(Dataset items)
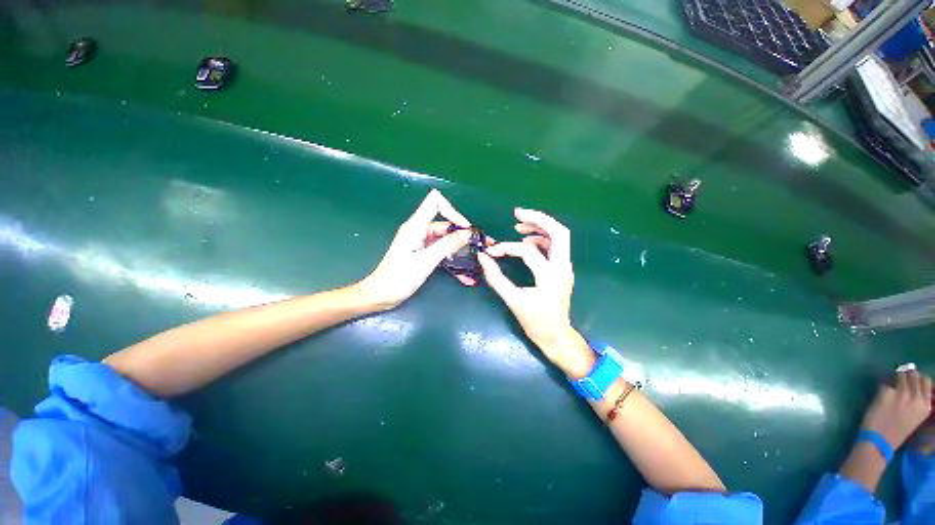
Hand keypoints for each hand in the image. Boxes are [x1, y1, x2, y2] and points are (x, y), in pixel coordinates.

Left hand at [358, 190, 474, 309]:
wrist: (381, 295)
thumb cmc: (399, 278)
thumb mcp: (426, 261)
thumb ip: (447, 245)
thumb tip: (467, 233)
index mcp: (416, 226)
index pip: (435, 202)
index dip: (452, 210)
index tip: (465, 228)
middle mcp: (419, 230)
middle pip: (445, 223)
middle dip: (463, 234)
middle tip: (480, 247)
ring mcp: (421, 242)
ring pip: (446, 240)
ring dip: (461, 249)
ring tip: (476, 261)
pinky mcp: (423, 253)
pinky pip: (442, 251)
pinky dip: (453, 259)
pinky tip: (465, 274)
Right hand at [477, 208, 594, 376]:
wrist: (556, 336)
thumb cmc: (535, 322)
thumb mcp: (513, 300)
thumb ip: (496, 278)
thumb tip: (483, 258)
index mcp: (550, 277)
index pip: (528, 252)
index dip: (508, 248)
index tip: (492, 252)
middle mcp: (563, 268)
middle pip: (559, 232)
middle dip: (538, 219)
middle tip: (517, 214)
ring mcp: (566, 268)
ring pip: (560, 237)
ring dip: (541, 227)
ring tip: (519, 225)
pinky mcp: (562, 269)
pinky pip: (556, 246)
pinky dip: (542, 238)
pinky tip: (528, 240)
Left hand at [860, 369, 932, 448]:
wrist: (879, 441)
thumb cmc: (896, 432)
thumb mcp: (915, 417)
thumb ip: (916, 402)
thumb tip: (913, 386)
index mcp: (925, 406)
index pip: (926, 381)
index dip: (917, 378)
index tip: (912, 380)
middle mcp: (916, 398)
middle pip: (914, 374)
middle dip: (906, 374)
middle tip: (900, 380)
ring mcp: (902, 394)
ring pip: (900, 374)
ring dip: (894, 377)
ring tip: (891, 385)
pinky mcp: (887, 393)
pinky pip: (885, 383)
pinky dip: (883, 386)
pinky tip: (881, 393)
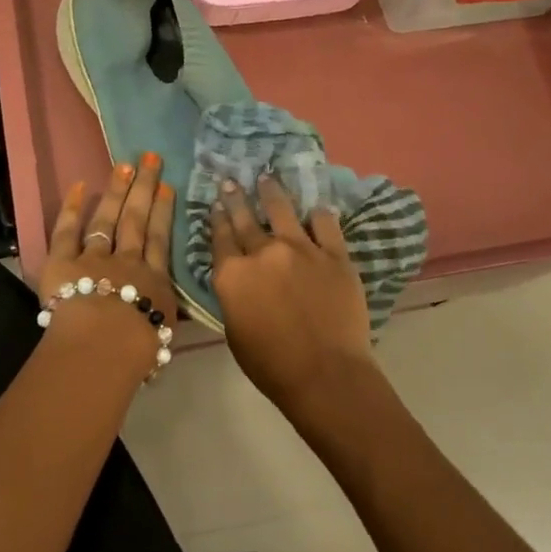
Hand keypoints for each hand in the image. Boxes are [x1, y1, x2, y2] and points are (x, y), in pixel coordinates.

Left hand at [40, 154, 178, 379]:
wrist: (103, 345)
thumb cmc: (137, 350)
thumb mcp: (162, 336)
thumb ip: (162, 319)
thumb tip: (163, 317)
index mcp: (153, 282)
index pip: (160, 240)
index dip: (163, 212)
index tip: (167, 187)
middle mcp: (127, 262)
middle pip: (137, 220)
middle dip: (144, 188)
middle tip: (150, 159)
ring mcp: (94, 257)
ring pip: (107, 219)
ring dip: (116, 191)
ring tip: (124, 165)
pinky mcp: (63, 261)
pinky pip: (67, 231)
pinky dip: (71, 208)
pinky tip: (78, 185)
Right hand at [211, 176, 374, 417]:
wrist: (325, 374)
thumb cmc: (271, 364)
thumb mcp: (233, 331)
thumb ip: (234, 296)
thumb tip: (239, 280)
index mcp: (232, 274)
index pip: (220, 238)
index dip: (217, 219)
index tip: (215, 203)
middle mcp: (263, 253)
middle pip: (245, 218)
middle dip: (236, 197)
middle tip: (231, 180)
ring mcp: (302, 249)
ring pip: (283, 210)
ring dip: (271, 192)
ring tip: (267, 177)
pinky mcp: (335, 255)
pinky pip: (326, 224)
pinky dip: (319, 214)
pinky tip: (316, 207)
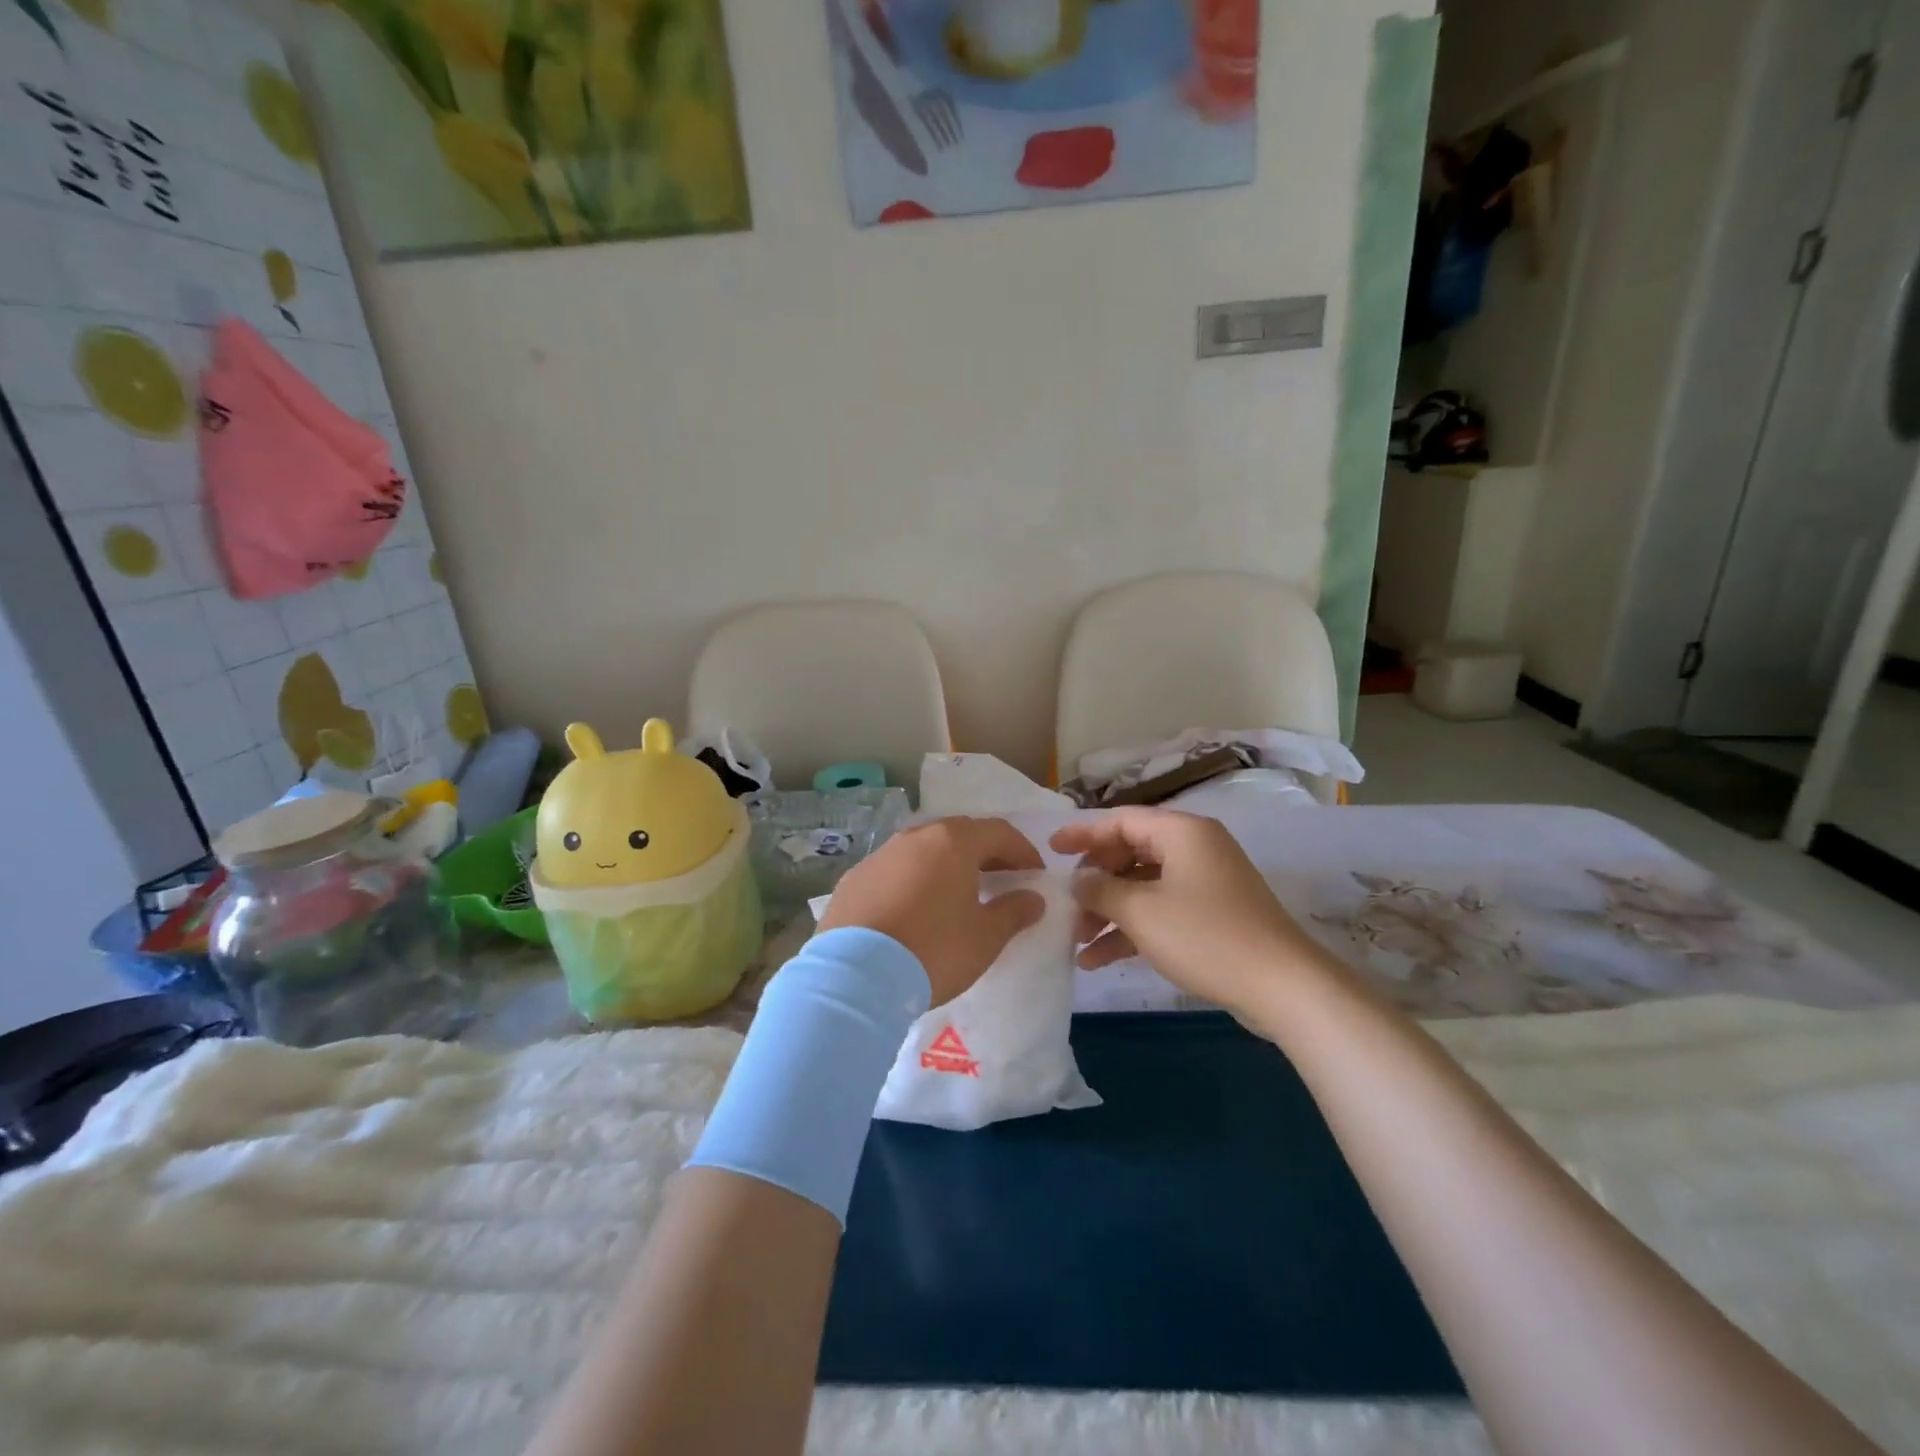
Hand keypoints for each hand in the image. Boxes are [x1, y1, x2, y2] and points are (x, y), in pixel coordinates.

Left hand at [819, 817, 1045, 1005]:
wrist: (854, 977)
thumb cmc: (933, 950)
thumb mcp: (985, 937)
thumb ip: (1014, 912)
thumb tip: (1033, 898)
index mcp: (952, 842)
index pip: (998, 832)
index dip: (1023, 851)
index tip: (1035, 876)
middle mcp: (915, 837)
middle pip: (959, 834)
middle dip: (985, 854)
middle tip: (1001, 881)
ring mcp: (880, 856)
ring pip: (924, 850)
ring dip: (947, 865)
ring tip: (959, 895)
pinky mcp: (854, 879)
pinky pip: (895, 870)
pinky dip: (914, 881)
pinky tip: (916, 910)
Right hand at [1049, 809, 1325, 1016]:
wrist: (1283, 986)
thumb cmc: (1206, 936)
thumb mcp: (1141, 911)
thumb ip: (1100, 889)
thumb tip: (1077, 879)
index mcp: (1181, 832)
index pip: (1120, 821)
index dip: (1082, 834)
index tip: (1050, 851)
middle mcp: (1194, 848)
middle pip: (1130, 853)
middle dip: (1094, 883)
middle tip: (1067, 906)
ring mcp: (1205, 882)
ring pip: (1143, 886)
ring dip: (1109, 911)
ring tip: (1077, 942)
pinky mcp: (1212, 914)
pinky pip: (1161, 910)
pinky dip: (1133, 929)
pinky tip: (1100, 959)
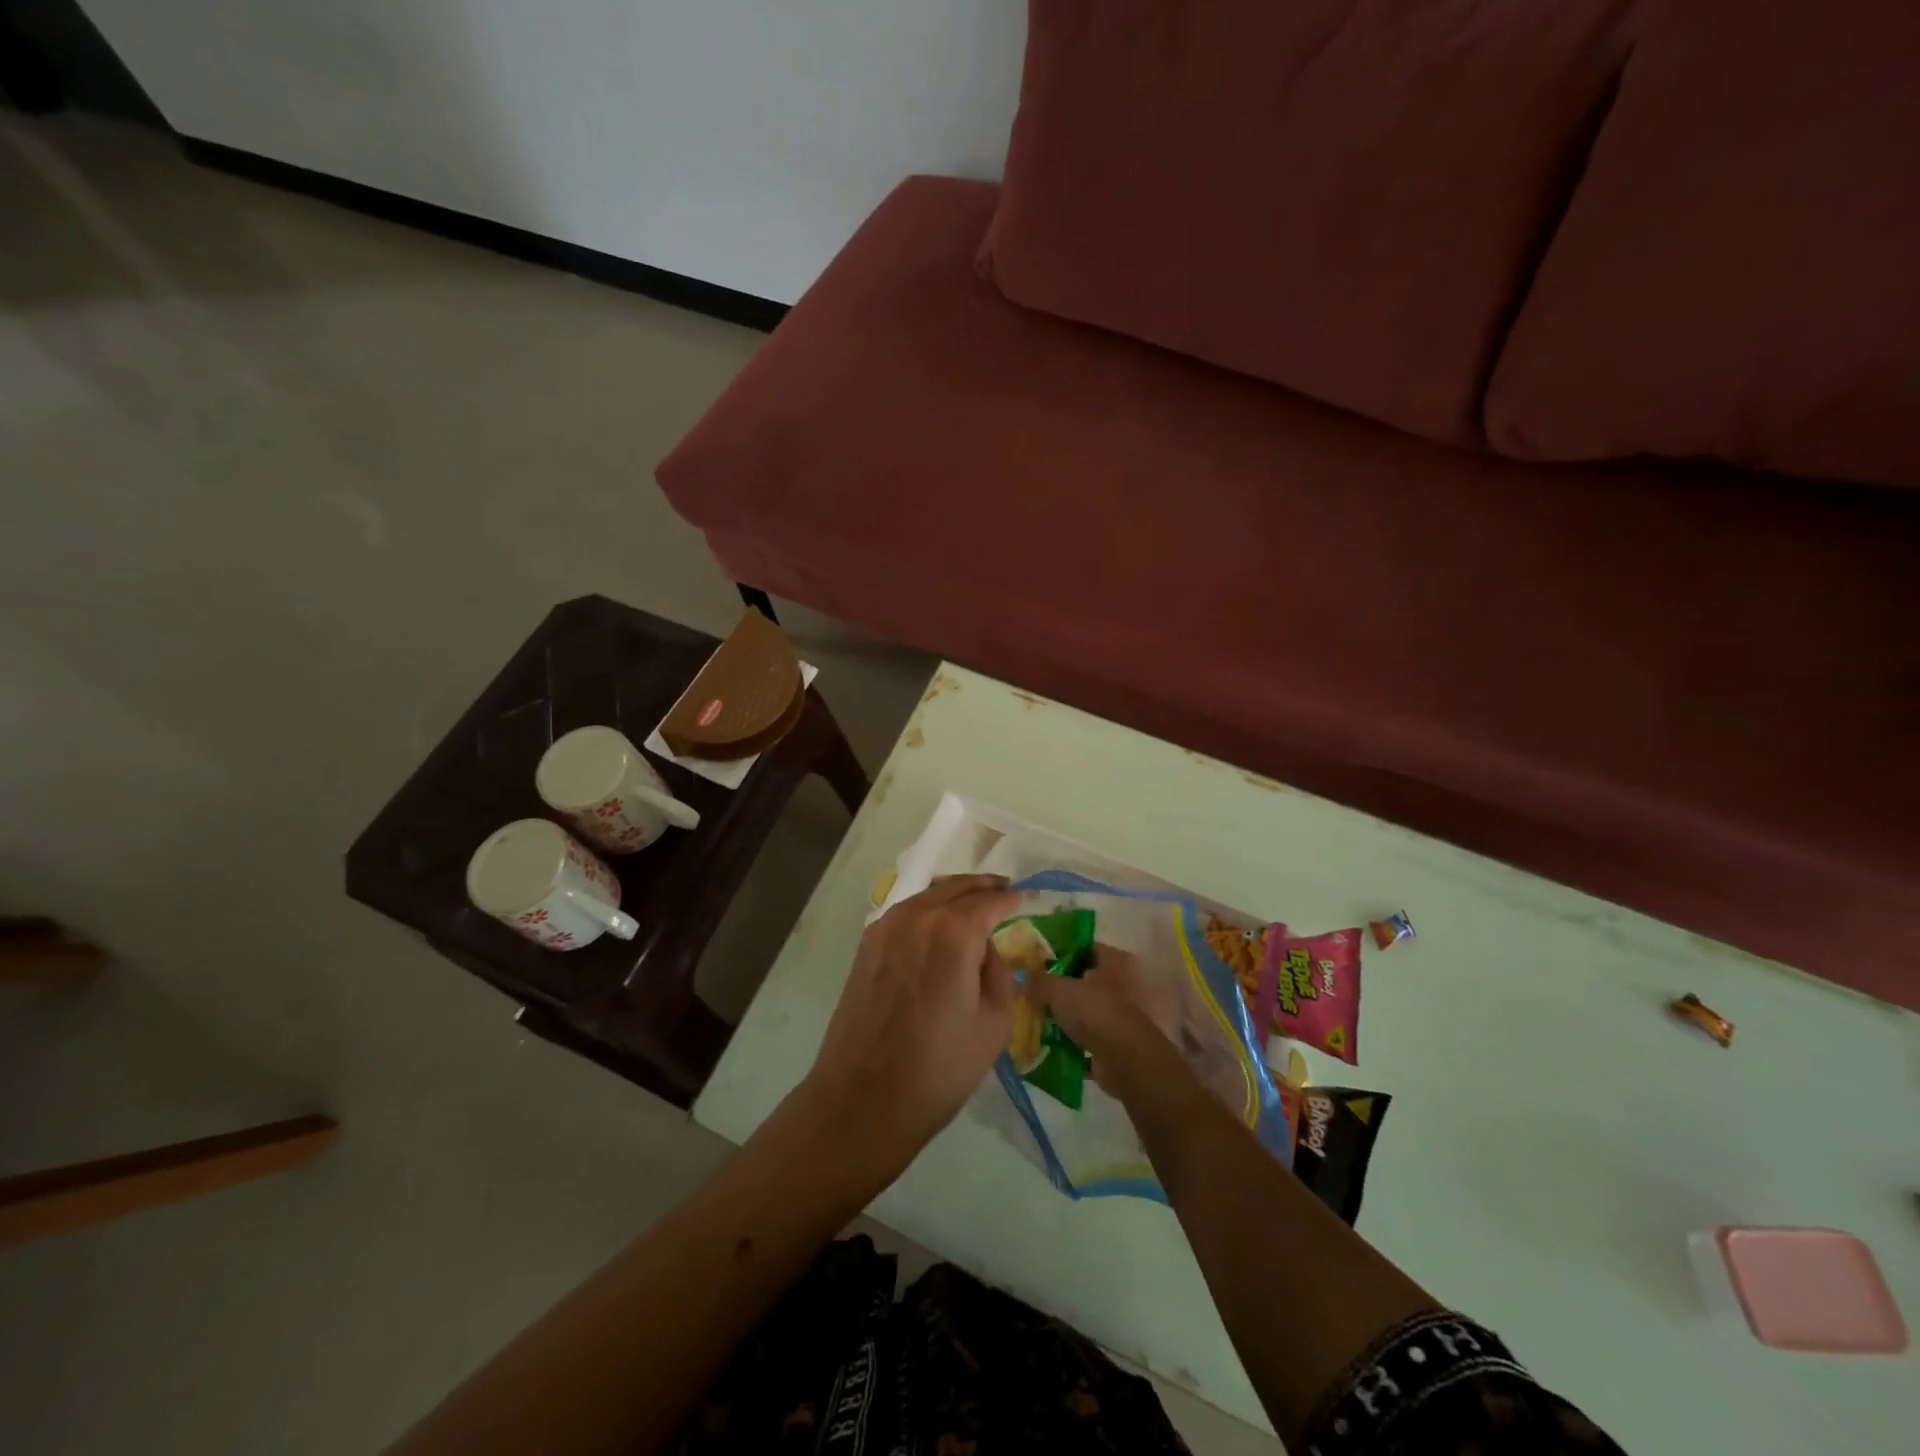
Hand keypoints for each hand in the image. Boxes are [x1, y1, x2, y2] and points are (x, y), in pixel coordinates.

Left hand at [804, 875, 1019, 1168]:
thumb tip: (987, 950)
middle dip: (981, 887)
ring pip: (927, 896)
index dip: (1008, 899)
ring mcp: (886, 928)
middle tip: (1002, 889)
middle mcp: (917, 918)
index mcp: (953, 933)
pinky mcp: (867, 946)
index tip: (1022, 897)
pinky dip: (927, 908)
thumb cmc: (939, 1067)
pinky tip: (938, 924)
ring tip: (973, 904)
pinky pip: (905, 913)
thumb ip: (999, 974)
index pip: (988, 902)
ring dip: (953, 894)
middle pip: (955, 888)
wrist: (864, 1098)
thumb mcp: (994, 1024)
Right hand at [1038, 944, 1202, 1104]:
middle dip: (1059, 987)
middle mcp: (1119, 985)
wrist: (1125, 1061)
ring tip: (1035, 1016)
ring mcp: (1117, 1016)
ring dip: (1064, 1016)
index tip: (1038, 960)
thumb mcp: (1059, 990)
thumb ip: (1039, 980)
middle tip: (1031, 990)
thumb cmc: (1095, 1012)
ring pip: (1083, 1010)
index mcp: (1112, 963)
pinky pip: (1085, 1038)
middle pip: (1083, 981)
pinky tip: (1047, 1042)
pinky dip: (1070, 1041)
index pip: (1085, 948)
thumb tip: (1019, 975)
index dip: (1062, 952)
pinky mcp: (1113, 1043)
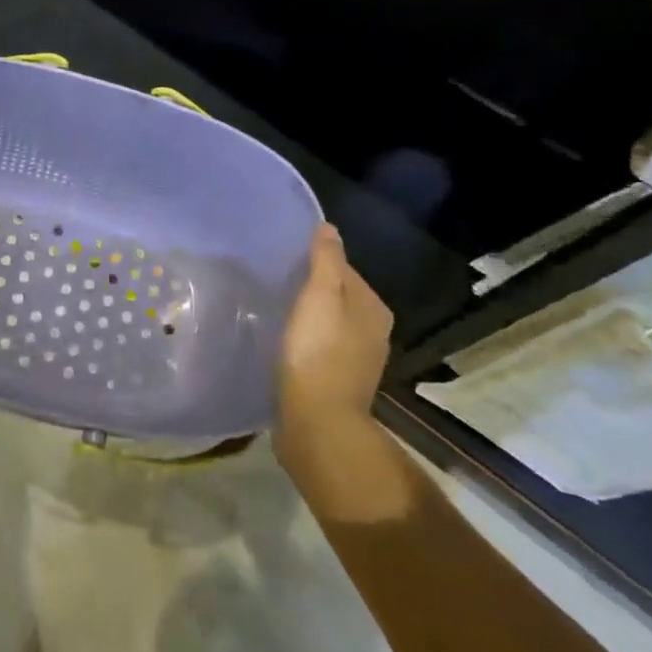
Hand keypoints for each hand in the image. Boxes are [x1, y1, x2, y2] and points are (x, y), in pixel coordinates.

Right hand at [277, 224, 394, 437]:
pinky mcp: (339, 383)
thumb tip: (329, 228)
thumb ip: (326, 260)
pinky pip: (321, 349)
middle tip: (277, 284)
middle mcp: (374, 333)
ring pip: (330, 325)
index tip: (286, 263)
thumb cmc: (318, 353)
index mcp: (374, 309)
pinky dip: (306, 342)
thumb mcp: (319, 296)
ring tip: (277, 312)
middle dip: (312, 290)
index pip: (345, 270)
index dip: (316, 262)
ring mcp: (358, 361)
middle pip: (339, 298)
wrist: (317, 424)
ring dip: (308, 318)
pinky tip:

§ **Task instructions**: Give again exactly, and only, the lines above starting at the one with "ring dip: (461, 249)" and ending at the one with "ring mcp: (902, 394)".

§ **Answer area**:
ring dip: (461, 249)
ring tip: (476, 261)
pinky mcp: (423, 253)
pinky pip: (442, 251)
pinky dip: (453, 259)
pinky tip: (465, 274)
Right hand at [477, 208, 594, 376]:
wrist: (556, 336)
thumb cmc: (535, 322)
thumb mcp: (513, 300)
thumb ip: (496, 278)
thumb tip: (483, 258)
index mcp: (550, 277)
index pip: (528, 252)
index dip: (508, 248)
index tip: (492, 252)
middle mcp: (563, 268)
middle pip: (559, 232)
middle dip: (538, 219)
middle tip: (517, 214)
ring mcp: (566, 268)
ring pip: (560, 237)
ring dip: (541, 227)
ring tip: (519, 225)
pinky mcp: (562, 269)
pinky pip: (556, 246)
pinky dip: (542, 238)
pinky tip: (528, 240)
Left hand at [860, 369, 932, 448]:
wrist: (879, 441)
thumb cmc: (896, 432)
thumb mcp: (915, 417)
thumb ip: (916, 402)
thumb tip: (913, 386)
index mcp: (925, 406)
index pip: (926, 381)
index dip: (917, 378)
index tip: (912, 380)
middle mcp: (916, 398)
middle pip: (914, 374)
middle dip: (906, 374)
middle tip: (900, 380)
ring mcp: (902, 394)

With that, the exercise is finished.